■ **What you will do**: Among the entries below, take the line with "ring tip: (295, 363)" and the line with "index pip: (355, 253)", and output them and every line between them exactly, with nothing else.

•••

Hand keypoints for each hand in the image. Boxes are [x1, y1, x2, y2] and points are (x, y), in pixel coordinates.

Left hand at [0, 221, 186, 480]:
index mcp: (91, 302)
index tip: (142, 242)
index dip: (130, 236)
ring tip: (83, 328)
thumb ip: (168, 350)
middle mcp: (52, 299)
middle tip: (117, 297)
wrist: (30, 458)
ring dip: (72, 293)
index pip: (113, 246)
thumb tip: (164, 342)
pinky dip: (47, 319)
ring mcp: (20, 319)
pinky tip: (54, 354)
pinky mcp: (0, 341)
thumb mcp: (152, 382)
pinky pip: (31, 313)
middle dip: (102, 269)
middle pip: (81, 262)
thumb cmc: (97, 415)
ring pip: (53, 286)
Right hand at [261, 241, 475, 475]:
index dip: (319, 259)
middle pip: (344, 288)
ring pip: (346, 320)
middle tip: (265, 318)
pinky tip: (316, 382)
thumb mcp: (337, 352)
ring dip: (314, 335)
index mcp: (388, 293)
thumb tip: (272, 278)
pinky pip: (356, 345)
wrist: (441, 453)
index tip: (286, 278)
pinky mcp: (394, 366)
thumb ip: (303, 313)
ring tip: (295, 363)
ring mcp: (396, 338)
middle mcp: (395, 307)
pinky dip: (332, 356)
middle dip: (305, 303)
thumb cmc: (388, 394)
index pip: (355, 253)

•••

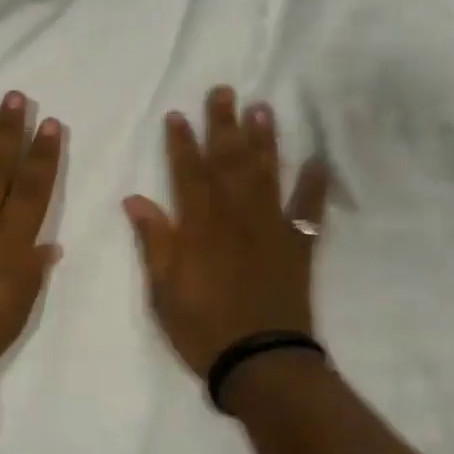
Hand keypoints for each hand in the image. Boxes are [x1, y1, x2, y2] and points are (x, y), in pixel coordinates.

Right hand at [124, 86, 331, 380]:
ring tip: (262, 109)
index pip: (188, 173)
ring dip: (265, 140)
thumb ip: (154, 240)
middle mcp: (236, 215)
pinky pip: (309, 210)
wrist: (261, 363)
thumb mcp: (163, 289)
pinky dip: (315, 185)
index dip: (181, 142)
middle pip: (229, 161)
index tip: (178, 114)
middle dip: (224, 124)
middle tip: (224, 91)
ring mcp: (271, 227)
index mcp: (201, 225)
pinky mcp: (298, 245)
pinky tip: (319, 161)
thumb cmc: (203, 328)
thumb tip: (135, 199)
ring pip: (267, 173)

•••

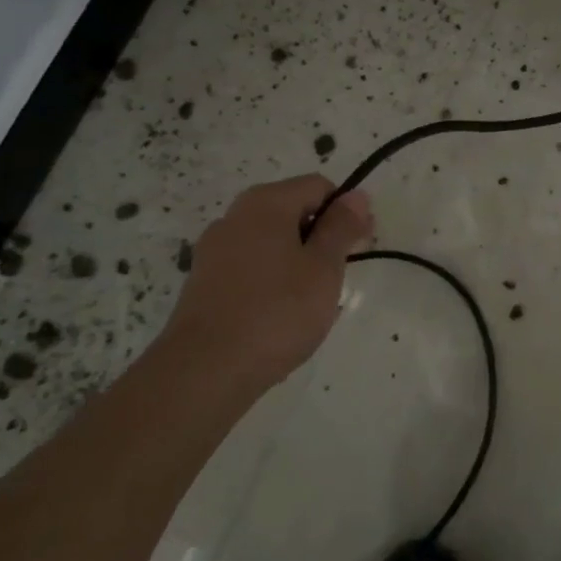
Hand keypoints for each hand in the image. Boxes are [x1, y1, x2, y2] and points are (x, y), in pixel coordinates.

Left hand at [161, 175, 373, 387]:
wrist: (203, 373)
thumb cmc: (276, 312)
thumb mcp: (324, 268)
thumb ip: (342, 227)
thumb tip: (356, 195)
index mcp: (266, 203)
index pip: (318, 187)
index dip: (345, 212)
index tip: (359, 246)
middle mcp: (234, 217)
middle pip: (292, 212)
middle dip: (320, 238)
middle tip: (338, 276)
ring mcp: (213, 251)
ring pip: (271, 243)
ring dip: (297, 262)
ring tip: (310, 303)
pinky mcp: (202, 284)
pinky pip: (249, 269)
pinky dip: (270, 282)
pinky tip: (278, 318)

•••

■ **Task response**:
ring tip: (295, 363)
ring mcp: (396, 338)
middle mcp: (395, 307)
pinky dip: (332, 356)
middle dip: (305, 303)
thumb cmc: (388, 394)
index pip: (355, 253)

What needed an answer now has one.